### What to do
Count the lines of the records below that hold the word "West", and give only the number.

### Data
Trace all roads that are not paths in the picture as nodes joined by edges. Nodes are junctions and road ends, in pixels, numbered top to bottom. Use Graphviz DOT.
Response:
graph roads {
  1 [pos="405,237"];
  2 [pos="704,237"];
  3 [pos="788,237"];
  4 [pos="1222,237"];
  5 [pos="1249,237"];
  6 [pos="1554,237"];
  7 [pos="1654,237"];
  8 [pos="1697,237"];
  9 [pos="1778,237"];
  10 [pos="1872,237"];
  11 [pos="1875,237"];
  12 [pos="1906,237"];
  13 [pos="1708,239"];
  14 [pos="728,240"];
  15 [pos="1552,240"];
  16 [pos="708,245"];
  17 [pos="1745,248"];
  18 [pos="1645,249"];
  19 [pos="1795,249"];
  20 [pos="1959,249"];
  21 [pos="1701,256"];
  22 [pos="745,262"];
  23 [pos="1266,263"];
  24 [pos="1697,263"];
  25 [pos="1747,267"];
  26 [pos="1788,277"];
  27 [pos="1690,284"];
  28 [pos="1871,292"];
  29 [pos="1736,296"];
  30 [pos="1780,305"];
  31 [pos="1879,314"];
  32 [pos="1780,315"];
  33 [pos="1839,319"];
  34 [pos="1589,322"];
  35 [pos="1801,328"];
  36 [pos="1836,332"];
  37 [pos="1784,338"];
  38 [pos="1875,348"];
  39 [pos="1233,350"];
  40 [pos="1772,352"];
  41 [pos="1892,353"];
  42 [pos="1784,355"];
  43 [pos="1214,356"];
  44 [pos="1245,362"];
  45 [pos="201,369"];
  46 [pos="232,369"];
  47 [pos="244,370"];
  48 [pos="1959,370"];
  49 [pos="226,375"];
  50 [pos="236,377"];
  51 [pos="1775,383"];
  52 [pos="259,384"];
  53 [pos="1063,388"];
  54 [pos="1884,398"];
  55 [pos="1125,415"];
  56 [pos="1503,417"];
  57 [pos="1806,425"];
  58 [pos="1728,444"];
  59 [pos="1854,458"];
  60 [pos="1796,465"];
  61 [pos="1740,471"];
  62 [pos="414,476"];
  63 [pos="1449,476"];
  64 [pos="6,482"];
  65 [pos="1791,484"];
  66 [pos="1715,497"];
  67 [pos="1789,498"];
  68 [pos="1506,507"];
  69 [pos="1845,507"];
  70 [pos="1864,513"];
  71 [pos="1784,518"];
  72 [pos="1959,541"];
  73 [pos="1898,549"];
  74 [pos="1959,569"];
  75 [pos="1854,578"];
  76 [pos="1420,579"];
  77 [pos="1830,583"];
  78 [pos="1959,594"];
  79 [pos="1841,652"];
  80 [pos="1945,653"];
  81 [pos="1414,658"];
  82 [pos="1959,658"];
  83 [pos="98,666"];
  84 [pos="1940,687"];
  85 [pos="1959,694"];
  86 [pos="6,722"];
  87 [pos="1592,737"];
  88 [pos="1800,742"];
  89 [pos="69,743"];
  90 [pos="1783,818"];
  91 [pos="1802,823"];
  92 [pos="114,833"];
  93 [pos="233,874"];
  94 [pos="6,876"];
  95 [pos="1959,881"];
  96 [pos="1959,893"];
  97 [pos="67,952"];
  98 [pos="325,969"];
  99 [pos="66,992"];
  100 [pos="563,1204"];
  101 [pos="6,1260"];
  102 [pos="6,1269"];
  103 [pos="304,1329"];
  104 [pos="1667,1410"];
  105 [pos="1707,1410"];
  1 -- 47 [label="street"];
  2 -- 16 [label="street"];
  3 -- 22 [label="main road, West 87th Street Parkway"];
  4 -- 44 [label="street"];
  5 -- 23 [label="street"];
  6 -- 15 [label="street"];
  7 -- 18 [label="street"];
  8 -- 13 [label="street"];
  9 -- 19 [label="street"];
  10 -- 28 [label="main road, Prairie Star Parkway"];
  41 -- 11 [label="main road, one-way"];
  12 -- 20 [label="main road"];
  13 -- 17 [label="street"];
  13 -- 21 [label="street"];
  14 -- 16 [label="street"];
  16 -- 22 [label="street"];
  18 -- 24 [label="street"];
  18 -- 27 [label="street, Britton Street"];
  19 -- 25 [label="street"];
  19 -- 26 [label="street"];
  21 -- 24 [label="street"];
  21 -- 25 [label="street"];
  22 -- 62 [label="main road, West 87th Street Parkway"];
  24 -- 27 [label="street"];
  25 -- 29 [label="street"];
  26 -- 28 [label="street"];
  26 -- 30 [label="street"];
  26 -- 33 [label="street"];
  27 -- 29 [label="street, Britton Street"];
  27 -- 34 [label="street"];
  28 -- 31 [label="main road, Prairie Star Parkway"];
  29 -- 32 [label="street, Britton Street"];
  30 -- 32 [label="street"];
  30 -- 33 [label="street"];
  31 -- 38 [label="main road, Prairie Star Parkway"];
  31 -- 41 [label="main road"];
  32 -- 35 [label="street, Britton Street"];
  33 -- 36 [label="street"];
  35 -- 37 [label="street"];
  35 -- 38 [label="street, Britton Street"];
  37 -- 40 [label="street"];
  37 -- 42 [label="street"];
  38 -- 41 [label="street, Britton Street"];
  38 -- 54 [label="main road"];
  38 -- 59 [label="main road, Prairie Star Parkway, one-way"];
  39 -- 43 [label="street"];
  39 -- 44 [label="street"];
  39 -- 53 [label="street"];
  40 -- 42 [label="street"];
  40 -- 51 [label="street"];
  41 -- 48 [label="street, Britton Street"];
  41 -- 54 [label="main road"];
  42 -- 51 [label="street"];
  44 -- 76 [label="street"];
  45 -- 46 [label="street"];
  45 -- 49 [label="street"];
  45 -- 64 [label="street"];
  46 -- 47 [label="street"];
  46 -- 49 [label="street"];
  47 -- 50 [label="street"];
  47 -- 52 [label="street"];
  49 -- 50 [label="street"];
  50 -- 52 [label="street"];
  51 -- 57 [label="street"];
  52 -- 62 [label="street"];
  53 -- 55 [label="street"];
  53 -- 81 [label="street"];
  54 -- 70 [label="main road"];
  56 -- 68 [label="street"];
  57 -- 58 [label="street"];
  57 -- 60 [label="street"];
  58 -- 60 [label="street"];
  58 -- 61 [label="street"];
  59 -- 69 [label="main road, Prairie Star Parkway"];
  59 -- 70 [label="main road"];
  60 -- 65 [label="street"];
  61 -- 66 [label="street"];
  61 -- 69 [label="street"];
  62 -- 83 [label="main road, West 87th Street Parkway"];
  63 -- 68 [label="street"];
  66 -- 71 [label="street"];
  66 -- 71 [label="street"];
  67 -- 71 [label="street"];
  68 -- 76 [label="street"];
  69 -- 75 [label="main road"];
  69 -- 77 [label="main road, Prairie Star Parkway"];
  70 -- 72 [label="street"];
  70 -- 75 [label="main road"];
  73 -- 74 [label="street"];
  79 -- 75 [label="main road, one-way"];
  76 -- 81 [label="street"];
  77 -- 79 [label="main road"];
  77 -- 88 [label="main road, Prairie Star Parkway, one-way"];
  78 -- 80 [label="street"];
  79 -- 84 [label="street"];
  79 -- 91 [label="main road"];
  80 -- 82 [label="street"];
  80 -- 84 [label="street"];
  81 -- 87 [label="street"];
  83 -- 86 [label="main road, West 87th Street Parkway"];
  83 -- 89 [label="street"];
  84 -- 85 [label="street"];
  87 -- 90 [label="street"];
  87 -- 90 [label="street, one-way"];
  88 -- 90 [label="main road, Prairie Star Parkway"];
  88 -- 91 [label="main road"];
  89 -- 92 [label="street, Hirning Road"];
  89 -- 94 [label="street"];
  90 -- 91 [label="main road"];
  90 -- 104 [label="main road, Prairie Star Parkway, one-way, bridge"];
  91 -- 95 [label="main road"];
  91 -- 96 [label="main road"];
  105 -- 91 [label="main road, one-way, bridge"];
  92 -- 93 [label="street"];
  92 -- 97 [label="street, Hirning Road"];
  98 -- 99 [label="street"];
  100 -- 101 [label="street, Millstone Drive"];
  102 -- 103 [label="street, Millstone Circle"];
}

### Written solution
4